# Data for this exercise
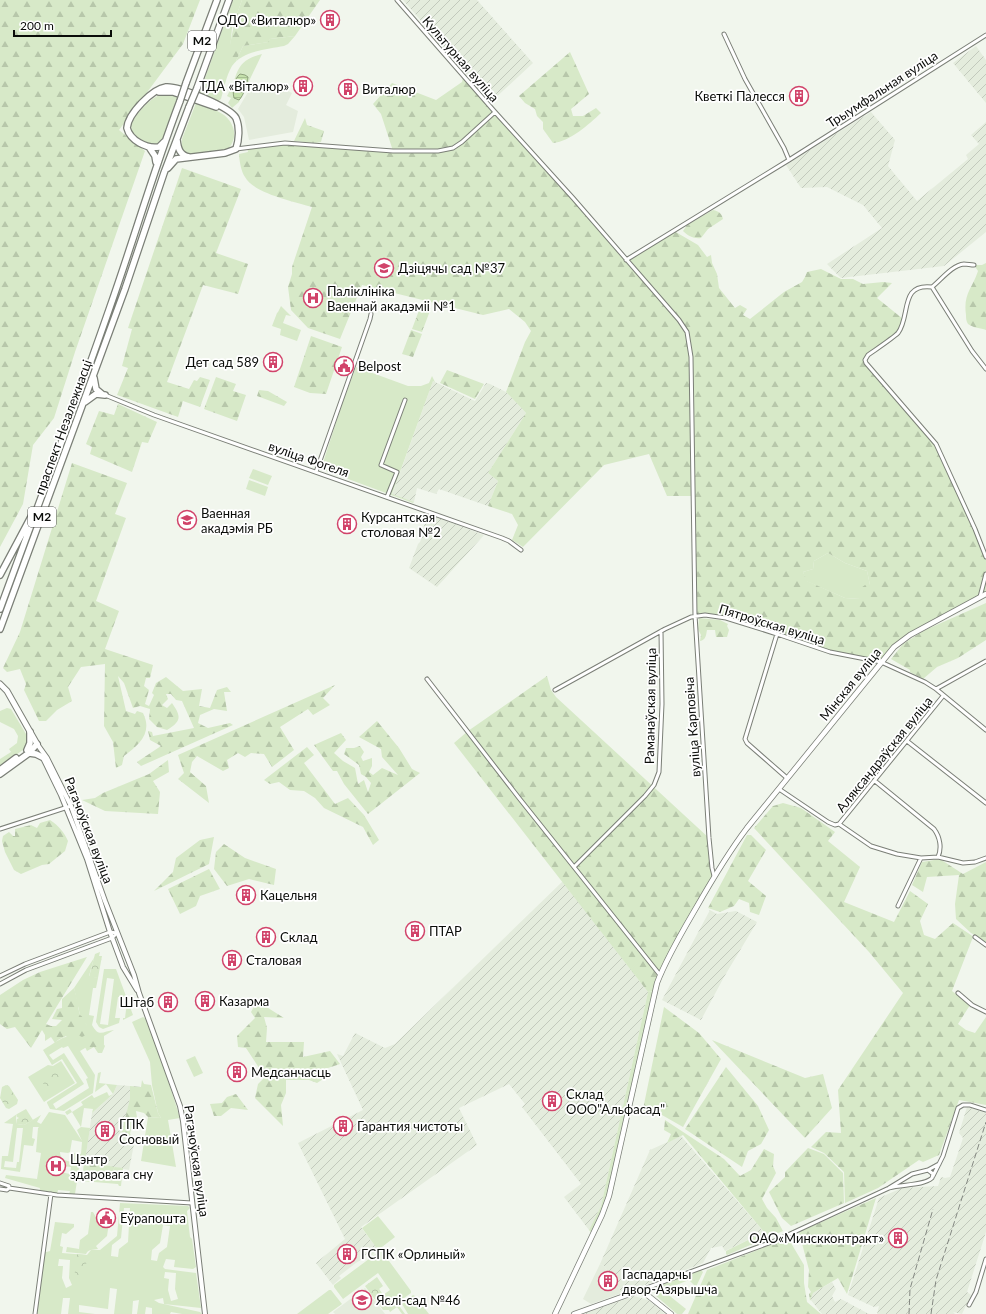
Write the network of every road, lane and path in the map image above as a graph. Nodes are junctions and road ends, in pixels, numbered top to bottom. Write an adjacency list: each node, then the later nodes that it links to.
1 (217, 0): 8 (highway, М2, bridge)
2 (230, 0): 7 (highway, М2, bridge)
3 (397, 0): 6 (street, Культурная вуліца)
4 (724, 34): 12 (street)
5 (986, 35): 12 (street, Трыумфальная вуліца)
6 (495, 112): 10 (street); 15 (street, Культурная вуліца)
7 (177, 139): 11 (highway); 14 (highway, М2)
8 (164, 141): 9 (highway); 13 (highway, М2)
9 (149, 147): 10 (highway); 13 (highway)
10 (236, 149): 11 (highway)
11 (189, 157): 14 (highway)
12 (789, 160): 15 (street, Трыумфальная вуліца)
13 (157, 164): 25 (highway, праспект Незалежнасці / М2)
14 (164, 174): 20 (highway, праспект Незалежнасці / М2)
15 (626, 260): 34 (street, вуліца Карповіча)
16 (974, 265): 17 (street)
17 (932, 287): 19 (street); 28 (street)
18 (370, 314): 24 (street)
19 (986, 369)
20 (94, 376): 21 (highway); 23 (highway, праспект Незалежнасці / М2)
21 (105, 395): 23 (highway); 24 (street, вуліца Фогеля)
22 (405, 400): 26 (street)
23 (83, 404): 35 (highway, праспект Незалежнасці / М2)
24 (316, 472): 26 (street, вуліца Фогеля)
25 (42, 497): 30 (highway); 33 (highway, праспект Незалежнасці / М2)
26 (387, 497): 27 (street, вуліца Фогеля)
27 (521, 550)
28 (986, 557)
29 (986, 574): 32 (street)
30 (0, 575)
31 (986, 594): 32 (main road, Мінская вуліца)
32 (980, 597): 39 (main road, Мінская вуліца)
33 (0, 609)
34 (695, 615): 36 (street); 37 (street, Пятроўская вуліца); 64 (street, вуліца Карповіча)
35 (0, 629)
36 (661, 632): 43 (street); 63 (street, Раманаўская вуліца)
37 (777, 634): 39 (street, Пятроўская вуліца); 53 (street)
38 (986, 661): 42 (street, Аляксандраўская вуліца)
39 (881, 662): 42 (street, Пятроўская вуліца); 53 (main road, Мінская вуліца)
40 (427, 679): 63 (street)
41 (0, 684): 46 (main road, Рагачоўская вуліца)
42 (936, 689): 44 (street, Пятроўская вуліца)
43 (555, 690)
44 (943, 696): 45 (street, Пятроўская вуліца); 47 (street, Аляксандраўская вуліца)
45 (986, 730)
46 (30, 732): 48 (main road, Рагачоўская вуліца); 49 (highway)
47 (907, 741): 54 (street, Аляксандраўская вуліца); 56 (street)
48 (37, 744): 49 (highway); 50 (street); 57 (street, Рагачоўская вуліца)
49 (28, 752): 50 (highway); 51 (highway); 52 (highway)
50 (42, 757): 57 (street)
51 (0, 770)
52 (0, 774)
53 (787, 778): 55 (main road, Мінская вуліца)
54 (874, 781): 58 (street, Аляксандраўская вуліца); 60 (street)
55 (779, 789): 58 (street); 64 (main road, Мінская вуліца)
56 (986, 803)
57 (69, 807): 59 (street); 66 (street, Рагачоўская вуліца); 67 (street, Рагачоўская вуліца)
58 (839, 824): 61 (street)
59 (0, 829)
60 (938, 857): 61 (street); 62 (street)
61 (921, 858): 65 (street)
62 (986, 858)
63 (574, 867): 71 (street)
64 (714, 876): 71 (main road, Мінская вуліца)
65 (898, 906)
66 (110, 932): 67 (street); 69 (street, Рагачоўская вуліца); 72 (street)
67 (117, 933): 69 (street); 74 (street, Рагачоўская вуліца)
68 (975, 937): 70 (street)
69 (112, 938): 73 (street); 74 (street, Рагачоўская вуліца)
70 (986, 945)
71 (660, 975): 92 (main road, Мінская вуліца)
72 (0, 976)
73 (0, 984)
74 (139, 993): 86 (street, Рагачоўская вуліца)
75 (958, 993): 76 (street)
76 (986, 1012)
77 (986, 1110): 78 (street)
78 (940, 1163): 79 (street); 80 (street)
79 (927, 1170): 80 (street); 83 (street)
80 (933, 1176): 83 (street)
81 (0, 1183): 82 (street)
82 (10, 1188): 84 (street); 85 (street)
83 (889, 1188): 88 (street)
84 (0, 1189)
85 (51, 1194): 86 (street); 90 (street)
86 (192, 1203): 91 (street, Рагачоўская вуліца)
87 (986, 1259): 89 (street)
88 (641, 1290): 93 (main road); 94 (main road)
89 (969, 1305)
90 (35, 1314)
91 (205, 1314)
92 (554, 1314)
93 (574, 1314)
94 (671, 1314)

# Your task
Scan the material above. Copy each line where "Трыумфальная" occurs.

# Written answer
5 (986, 35): 12 (street, Трыумфальная вуліца)
12 (789, 160): 15 (street, Трыумфальная вуліца)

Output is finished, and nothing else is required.